Find Min Area of Box for 5in x 7in Book: Explanations

[link2110]

Homework Statement

A book with cover dimensions 5in x 7in is to be placed symmetrically in a diamond shaped gift box. What is the smallest possible area of the box? Explain how you know your answer is minimal.

Homework Equations

n/a

The Attempt at a Solution

i don't know how to start this question, any hints?

 

[Mark44]

Start by drawing a sketch of the box, with the book in it. Label the book's given dimensions, and label the dimensions of the diamond-shaped box with a variable.

See if you can determine some relationships between the book's dimensions and the box's dimensions.

 

[link2110]

If the book's edges are always touching the diamond's walls, then does the diamond always have the same area, no matter if it is stretched? I tried considering the centre of the box as the origin, and only looked at the first quadrant...basically a rectangle of dimensions 3.5 X 2.5 inside a triangle of unknown size. but I don't know if I am on the right track

 

[link2110]

my initial guess is 2X the size of the book...but I don't have a mathematical proof

 

[Mark44]

If the book's edges are always touching the diamond's walls, then does the diamond always have the same area, no matter if it is stretched? I tried considering the centre of the box as the origin, and only looked at the first quadrant...basically a rectangle of dimensions 3.5 X 2.5 inside a triangle of unknown size. but I don't know if I am on the right track

The diamond won't always have the same area, but otherwise, I think you are on the right track.

In my sketch I have a triangle - the first quadrant portion of the diamond, and a 2.5" X 3.5" rectangle within the triangle, with the 3.5" side vertical.

In my drawing, y is the remainder of the length of the height of the triangle (i.e., y + 3.5 is the length of the vertical side of the triangle. The horizontal leg of the triangle is of length 2.5 + x.

What you want to do is minimize the area of the diamond, which is equivalent to minimizing the area of the triangle, A = 1/2*(y + 3.5)(x + 2.5).

The rectangle within the triangle defines two other similar triangles. From these we get the relationship that y/2.5 = 3.5/x. Solve for y and use it in the area formula to get area as a function of one variable.

 

[link2110]

Thank you!
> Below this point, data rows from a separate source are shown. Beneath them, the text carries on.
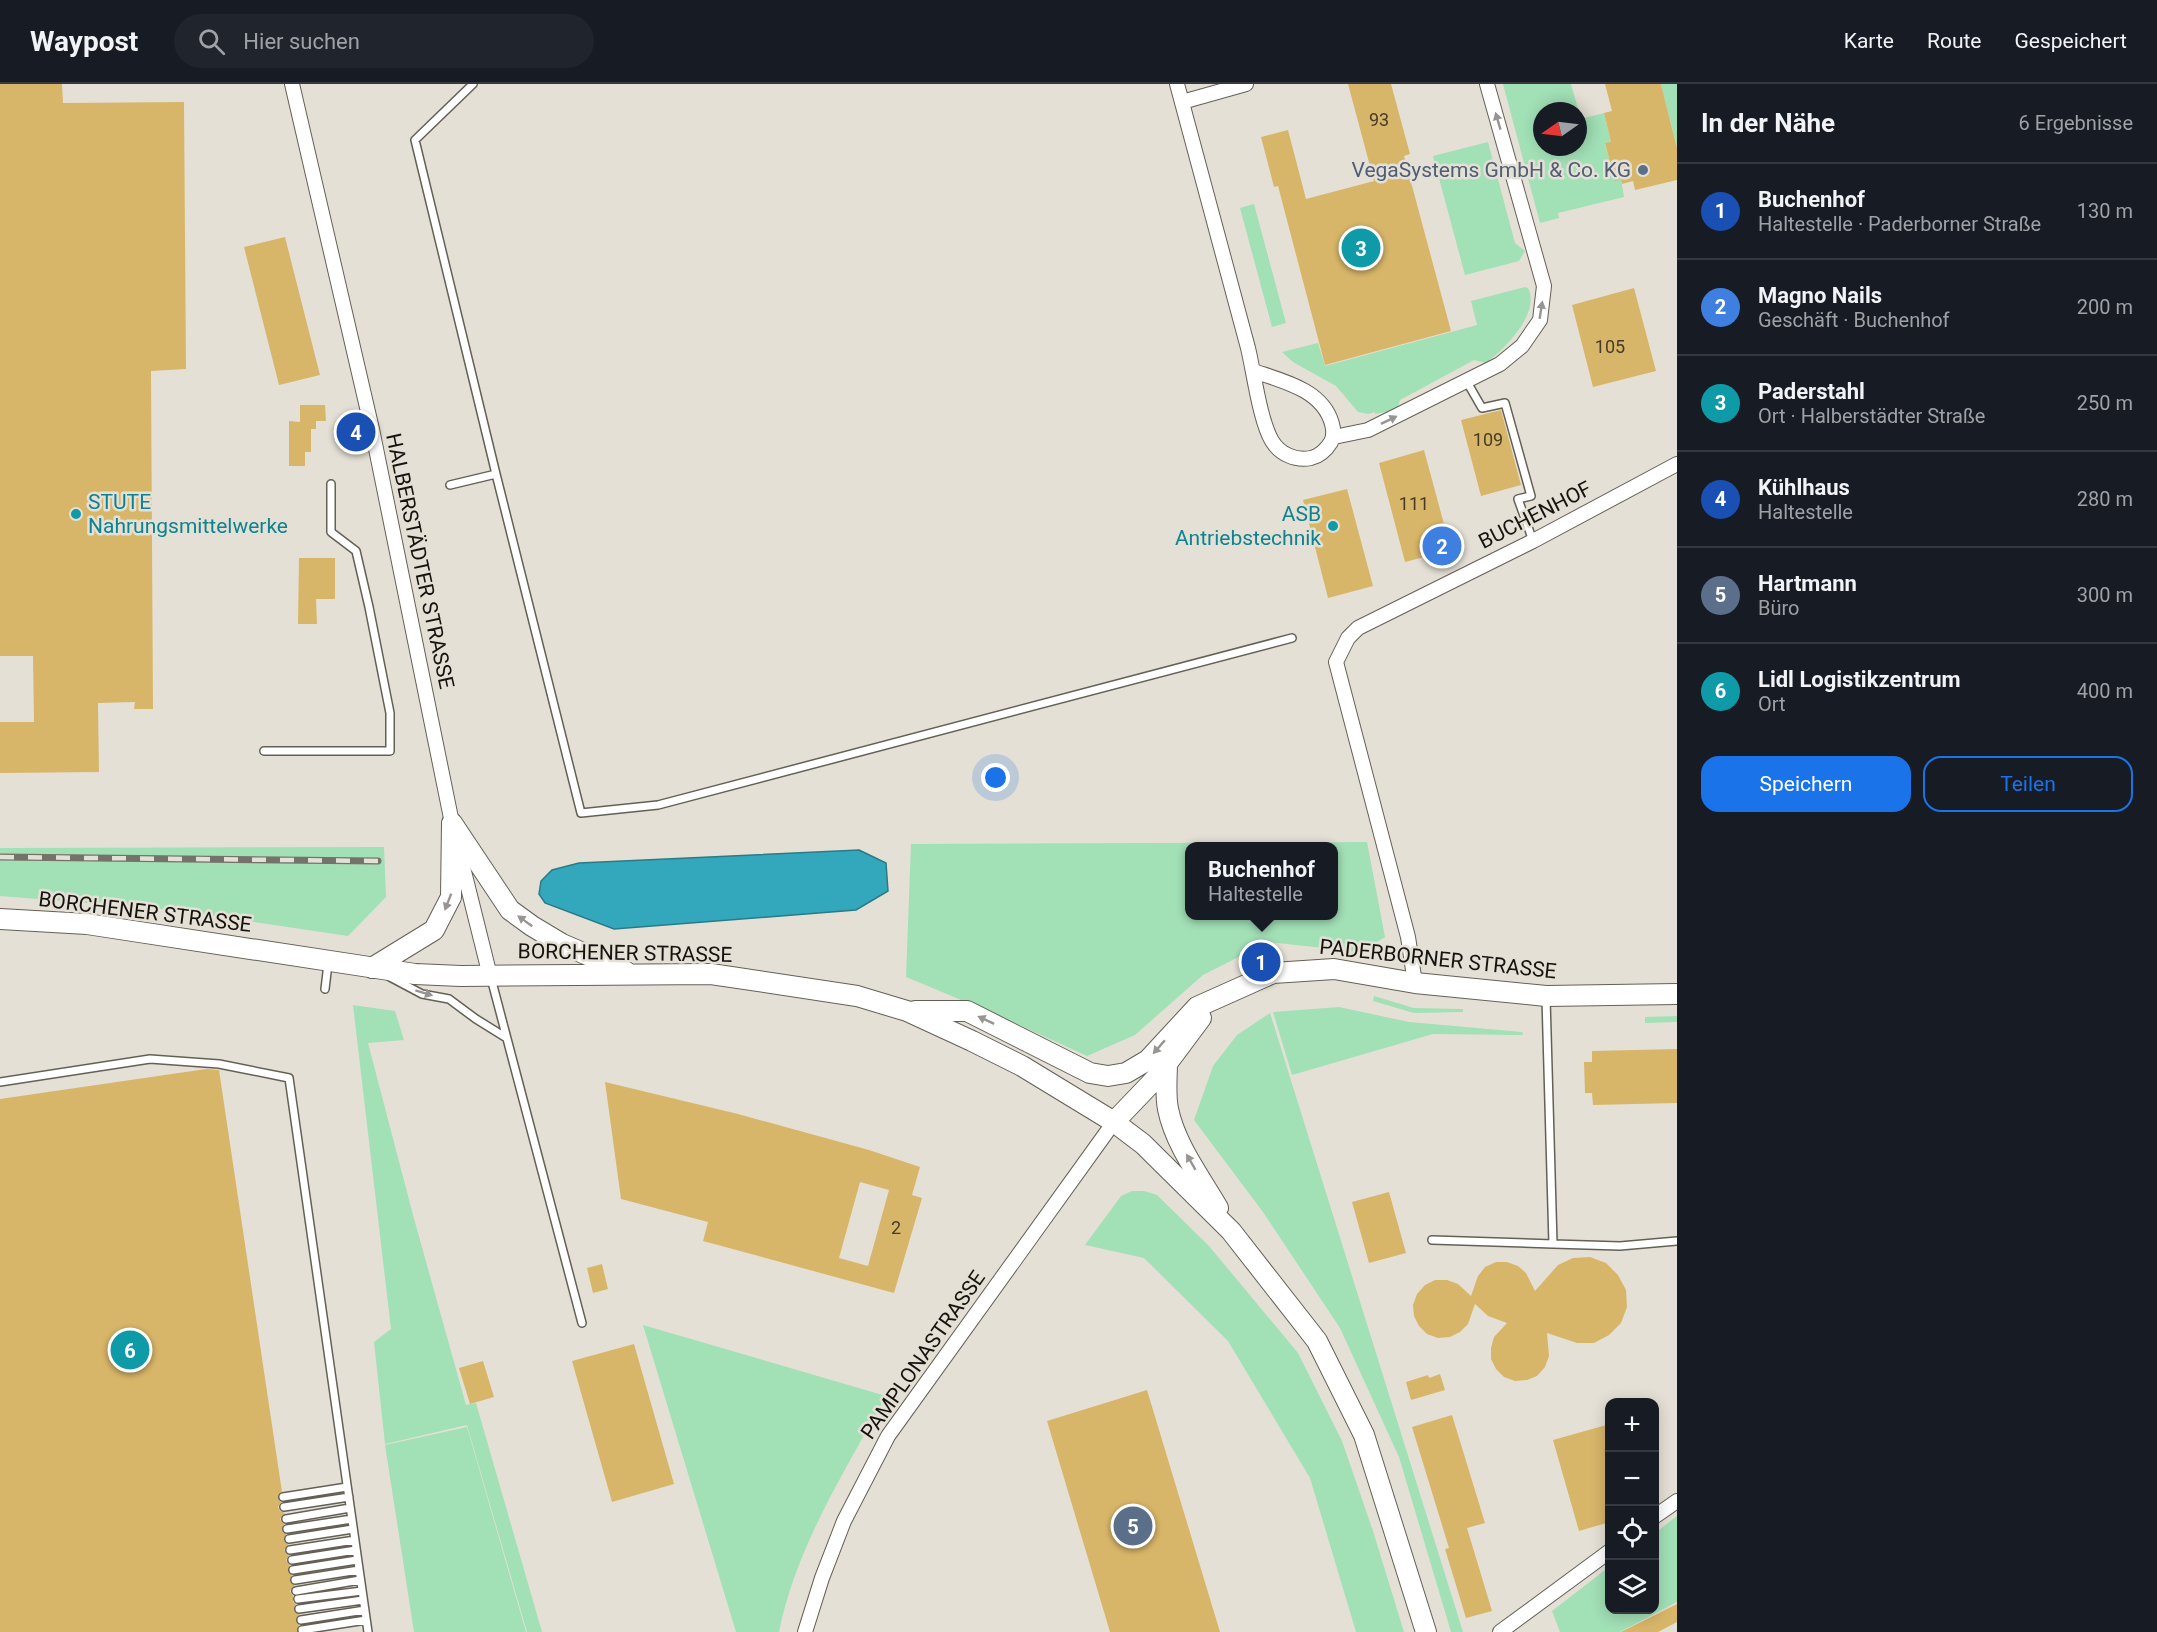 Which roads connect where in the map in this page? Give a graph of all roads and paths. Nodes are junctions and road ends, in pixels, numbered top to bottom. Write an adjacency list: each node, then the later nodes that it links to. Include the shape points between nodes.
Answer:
1 (292, 84): 17 (street, HALBERSTÄDTER STRASSE, via 372,429)
2 (473, 84): 11 (lane, via 415,140)
3 (1178, 84): 6 (street)
4 (1246, 84): 6 (street)
5 (1487, 84): 8 (street, one-way to 5, via 1500,364 1528,340 1540,320 1544,295)
6 (1182, 102): 7 (street)
7 (1253, 370): 9 (street, via 1319,400 1331,419); 9 (street, via 1266,424 1279,449 1295,459 1316,457)
8 (1467, 382): 9 (street, one-way to 8, via 1368,430); 14 (lane, via 1482,408 1505,403 1531,496 1518,499)
9 (1334, 437)
10 (1677, 464): 14 (street, BUCHENHOF)
11 (496, 474): 13 (lane); 15 (lane, via 581,813 657,805)
12 (331, 484): 16 (lane, via 331,532 356,550 369,607 390,713 390,751)
13 (450, 485)
14 (1533, 540): 23 (street, BUCHENHOF, via 1358,628 1347,638 1336,662 1408,937)
15 (1292, 638)
16 (264, 751)
17 (452, 823): 20 (main road, one-way to 20, via 451,897 434,930); 21 (main road, one-way to 17, via 562,944 510,910); 22 (street, HALBERSTÄDTER STRASSE)
18 (0, 919): 19 (main road, BORCHENER STRASSE, via 87,924)
19 (328, 961): 20 (main road, BORCHENER STRASSE); 24 (lane)
20 (372, 968): 22 (main road, BORCHENER STRASSE, via 415,974); 29 (lane, one-way to 29, via 422,994 449,999)
21 (633, 974): 22 (main road, BORCHENER STRASSE); 28 (main road, BORCHENER STRASSE, via 711,974 856,996)
22 (490, 976): 29 (lane)
23 (1415, 983): 26 (main road, PADERBORNER STRASSE); 27 (main road, PADERBORNER STRASSE, via 1334,969 1273,973)
24 (325, 989)
25 (1677, 994): 26 (main road, PADERBORNER STRASSE)
26 (1546, 996): 36 (lane)
27 (1219, 997): 28 (main road, one-way to 28, via 1197,1007 1148,1060 1126,1073 1108,1076 1090,1072 967,1011); 30 (main road, PADERBORNER STRASSE)
28 (907, 1011): 32 (main road, BORCHENER STRASSE, via 1022,1066)
29 (505, 1037): 37 (lane)
30 (1167, 1062): 32 (main road, PADERBORNER STRASSE); 33 (main road, one-way to 30, via 1173,1126 1167,1107)
31 (0, 1082): 38 (lane, via 150,1059 219,1064 290,1078)
32 (1114, 1122): 33 (main road, BORCHENER STRASSE, via 1143,1144); 70 (street, PAMPLONASTRASSE, via 888,1436 844,1521)
33 (1231, 1231): 71 (main road, BORCHENER STRASSE, via 1317,1341 1364,1435)
34 (1432, 1240): 36 (lane)
35 (1677, 1241): 36 (lane, via 1620,1246)
36 (1553, 1244)
37 (582, 1323)
38 (347, 1487): 39 (lane); 40 (lane)
39 (283, 1497)
40 (349, 1497): 42 (lane); 43 (lane)
41 (1677, 1501): 44 (street)
42 (284, 1507)
43 (350, 1508): 45 (lane); 46 (lane)
44 (1659, 1514)
45 (286, 1519)
46 (352, 1519): 47 (lane); 48 (lane)
47 (287, 1529)
48 (353, 1529): 49 (lane); 50 (lane)
49 (289, 1539)
50 (355, 1540): 51 (lane); 52 (lane)
51 (290, 1550)
52 (356, 1550): 54 (lane); 55 (lane)
53 (1605, 1555): 72 (street)
54 (292, 1560)
55 (357, 1560): 56 (lane); 57 (lane)
56 (293, 1570)
57 (359, 1570): 58 (lane); 59 (lane)
58 (295, 1580)
59 (360, 1580): 60 (lane); 61 (lane)
60 (296, 1591)
61 (362, 1591): 62 (lane); 63 (lane)
62 (298, 1599)
63 (363, 1600): 64 (lane); 65 (lane)
64 (299, 1609)
65 (365, 1610): 66 (lane); 67 (lane)
66 (301, 1620)
67 (366, 1620): 68 (lane); 69 (lane)
68 (302, 1630)
69 (365, 1632)
70 (805, 1632)
71 (1426, 1632)
72 (1500, 1632)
I understand the first part and the overall concept, but I am confused as to how to find y/2.5=3.5/x...

 

[Mark44]

A drawing would have made it more obvious what I was doing. My drawing has the large triangle, with legs of length y + 3.5 and x + 2.5. Inside the triangle is the rectangle of width 2.5 and height 3.5. Inside the large triangle are two other right triangles: one above the rectangle, and one to the right of the rectangle. All three triangles are similar, meaning all the corresponding angles are equal, which makes the corresponding sides proportionate.

For the triangle above the rectangle, its height to base ratio is the same as the height to base ratio of the triangle to the right of the rectangle.

IOW, y/2.5 = 3.5/x. This equation is the key to being able to write the area of the large triangle as a function of one variable.

 

[link2110]

Thank You :D

 

[Phrak]

In my drawing, y is the remainder of the length of the height of the triangle (i.e., y + 3.5 is the length of the vertical side of the triangle. The horizontal leg of the triangle is of length 2.5 + x.

I don't see anything in the problem statement that says the axies of the book and the diamond are aligned in the same direction. What do you think?

 

[Mark44]

The first post has this: "A book with cover dimensions 5in x 7in is to be placed symmetrically in a diamond shaped gift box."
That let's us align the axes of the book and the box.